• _DIRECTIONS FOR THIS TASK_
If a picture appears among the records, leave it out and set down everything else exactly as it stands.

##### INPUT DATA #####

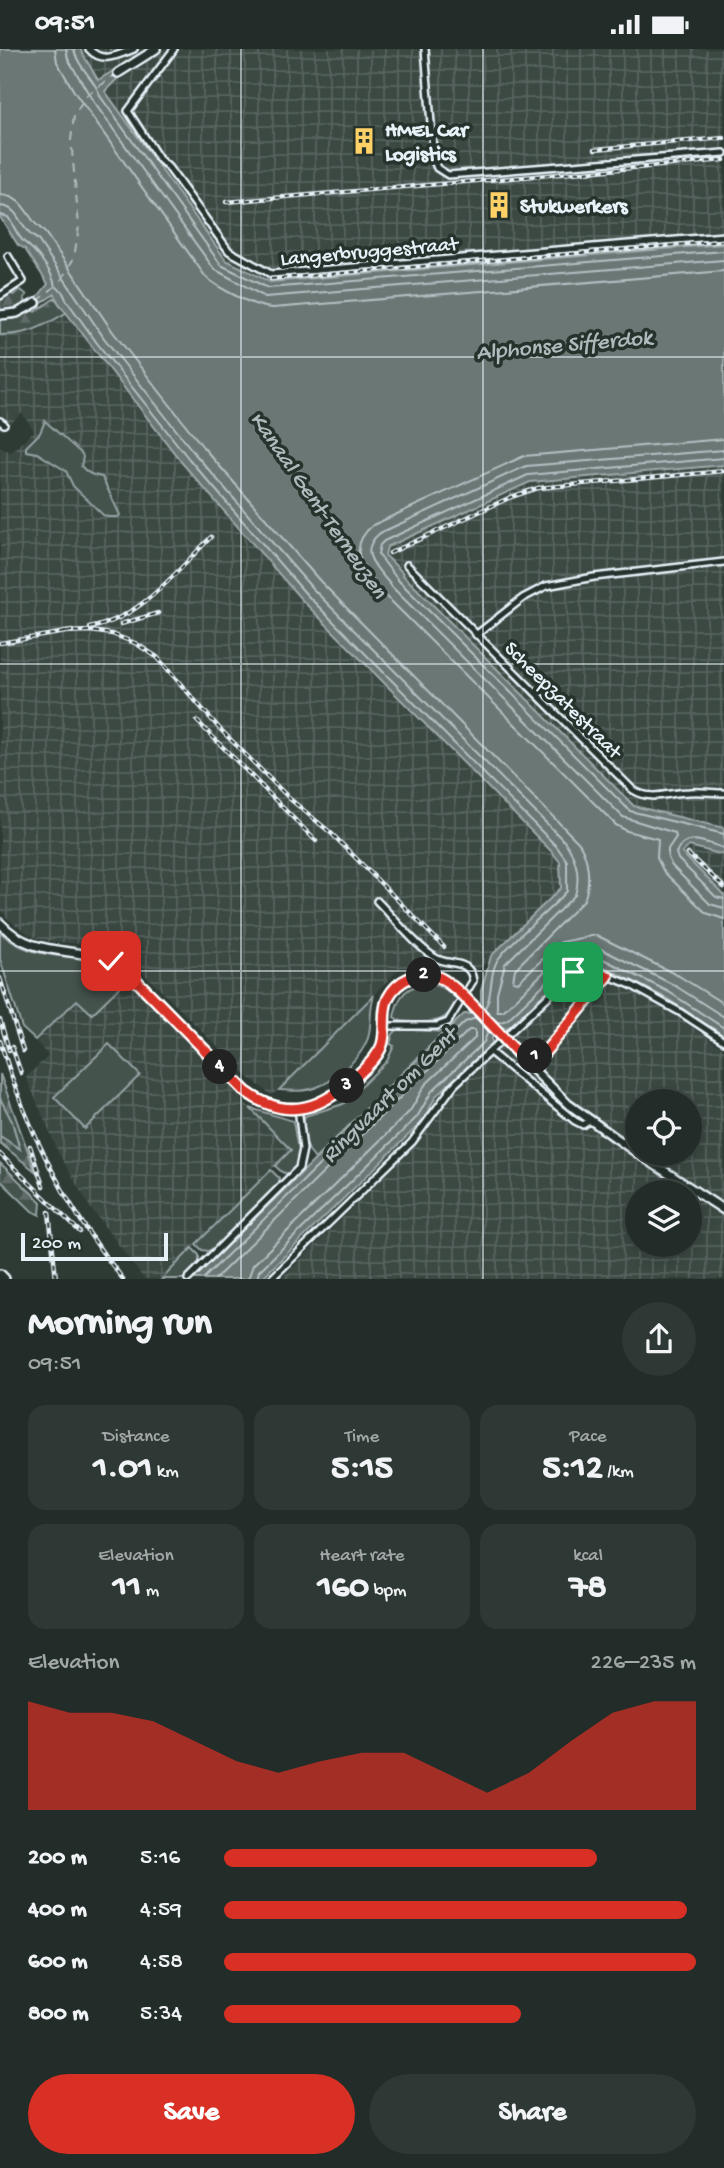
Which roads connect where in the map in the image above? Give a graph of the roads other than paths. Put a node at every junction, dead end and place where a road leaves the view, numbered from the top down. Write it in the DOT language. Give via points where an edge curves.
graph roads {
  1 [pos="89,49"];
  2 [pos="134,49"];
  3 [pos="156,49"];
  4 [pos="174,49"];
  5 [pos="425,49"];
  6 [pos="118,73"];
  7 [pos="724,153"];
  8 [pos="724,236"];
  9 [pos="8,256"];
  10 [pos="0,296"];
  11 [pos="36,303"];
  12 [pos="0,315"];
  13 [pos="724,562"];
  14 [pos="407,565"];
  15 [pos="476,635"];
  16 [pos="724,793"];
  17 [pos="377,901"];
  18 [pos="0,923"];
  19 [pos="608,976"];
  20 [pos="385,1026"];
  21 [pos="724,1041"];
  22 [pos="490,1052"];
  23 [pos="544,1053"];
  24 [pos="526,1062"];
  25 [pos="536,1073"];
  26 [pos="298,1108"];
  27 [pos="589,1121"];
  28 [pos="625,1145"];
  29 [pos="657,1166"];
  30 [pos="724,1210"];
  31 [pos="0,1275"];
  32 [pos="4,1279"];
  33 [pos="188,1279"];
  34 [pos="271,1279"];
  1 -- 2 [label="street" via="103,58"];
  3 -- 6 [label="main road"];
  4 -- 8 [label="street, Langerbruggestraat" via="128,111 229,251 271,274"];
  5 -- 7 [label="street" via="434,161 448,175"];
  9 -- 10 [label="street" via="23,281"];
  11 -- 12 [label="main road" via="18,313"];
  13 -- 15 [label="street" via="546,586"];
  14 -- 15 [label="street, Scheepzatestraat"];
  15 -- 16 [label="street, Scheepzatestraat" via="633,790 656,797"];
  17 -- 20 [label="street" via="434,957 462,964 473,977 448,1022"];
  18 -- 26 [label="main road" via="19,940 37,947 88,954 117,964 245,1091 270,1105"];
  19 -- 21 [label="street"];
  19 -- 22 [label="street" via="587,968 573,972"];
  19 -- 23 [label="street"];
  20 -- 24 [label="main road, bridge" via="385,1008 396,987 407,979 435,976 459,993"];
  20 -- 26 [label="main road" via="378,1053 344,1088 323,1102"];
  22 -- 27 [label="street" via="575,1121 583,1125"];
  22 -- 34 [label="street" via="445,1095 412,1142"];
  23 -- 24 [label="street"];
  23 -- 25 [label="street"];
  24 -- 25 [label="main road"];
  25 -- 27 [label="main road"];
  26 -- 33 [label="street" via="303,1149 299,1168"];
  27 -- 28 [label="main road"];
  29 -- 30 [label="main road"];
  31 -- 32 [label="highway"];
}
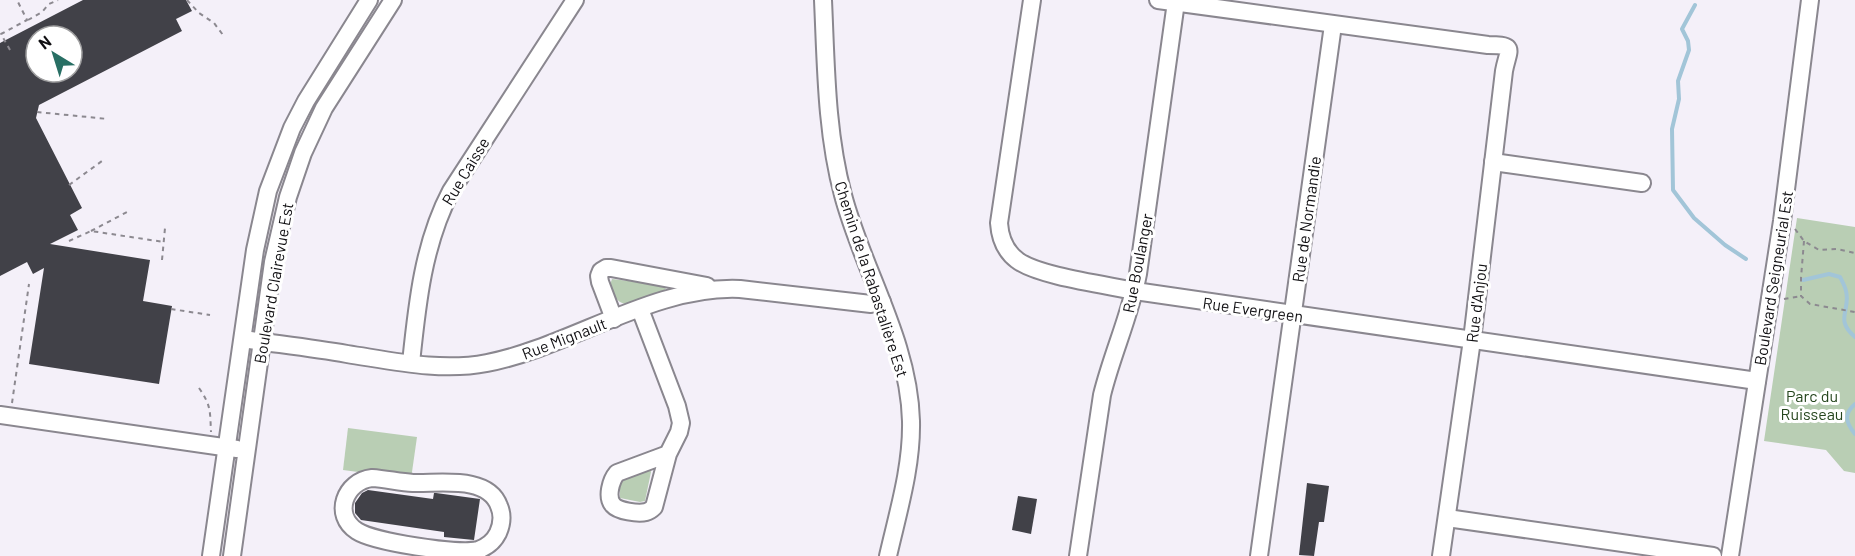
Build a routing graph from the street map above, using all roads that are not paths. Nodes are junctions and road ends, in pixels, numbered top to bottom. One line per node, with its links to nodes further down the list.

#####

• _ANSWER SPACE_
Which roads connect where in the map in the image above? Give a graph of the roads other than paths. Put a node at every junction, dead end and place where a road leaves the view, numbered from the top down. Write it in the DOT language. Give via points where an edge curves.
graph roads {
  1 [pos="89,49"];
  2 [pos="134,49"];
  3 [pos="156,49"];
  4 [pos="174,49"];
  5 [pos="425,49"];
  6 [pos="118,73"];
  7 [pos="724,153"];
  8 [pos="724,236"];
  9 [pos="8,256"];
  10 [pos="0,296"];
  11 [pos="36,303"];
  12 [pos="0,315"];
  13 [pos="724,562"];
  14 [pos="407,565"];
  15 [pos="476,635"];
  16 [pos="724,793"];
  17 [pos="377,901"];
  18 [pos="0,923"];
  19 [pos="608,976"];
  20 [pos="385,1026"];
  21 [pos="724,1041"];
  22 [pos="490,1052"];
  23 [pos="544,1053"];
  24 [pos="526,1062"];
  25 [pos="536,1073"];
  26 [pos="298,1108"];
  27 [pos="589,1121"];
  28 [pos="625,1145"];
  29 [pos="657,1166"];
  30 [pos="724,1210"];
  31 [pos="0,1275"];
  32 [pos="4,1279"];
  33 [pos="188,1279"];
  34 [pos="271,1279"];
  1 -- 2 [label="street" via="103,58"];
  3 -- 6 [label="main road"];
  4 -- 8 [label="street, Langerbruggestraat" via="128,111 229,251 271,274"];
  5 -- 7 [label="street" via="434,161 448,175"];
  9 -- 10 [label="street" via="23,281"];
  11 -- 12 [label="main road" via="18,313"];
  13 -- 15 [label="street" via="546,586"];
  14 -- 15 [label="street, Scheepzatestraat"];
  15 -- 16 [label="street, Scheepzatestraat" via="633,790 656,797"];
  17 -- 20 [label="street" via="434,957 462,964 473,977 448,1022"];
  18 -- 26 [label="main road" via="19,940 37,947 88,954 117,964 245,1091 270,1105"];
  19 -- 21 [label="street"];
  19 -- 22 [label="street" via="587,968 573,972"];
  19 -- 23 [label="street"];
  20 -- 24 [label="main road, bridge" via="385,1008 396,987 407,979 435,976 459,993"];
  20 -- 26 [label="main road" via="378,1053 344,1088 323,1102"];
  22 -- 27 [label="street" via="575,1121 583,1125"];
  22 -- 34 [label="street" via="445,1095 412,1142"];
  23 -- 24 [label="street"];
  23 -- 25 [label="street"];
  24 -- 25 [label="main road"];
  25 -- 27 [label="main road"];
  26 -- 33 [label="street" via="303,1149 299,1168"];
  27 -- 28 [label="main road"];
  29 -- 30 [label="main road"];
  31 -- 32 [label="highway"];
}
Build a routing graph from the street map above, using all roads that are not paths. Nodes are junctions and road ends, in pixels, numbered top to bottom. One line per node, with its links to nodes further down the list.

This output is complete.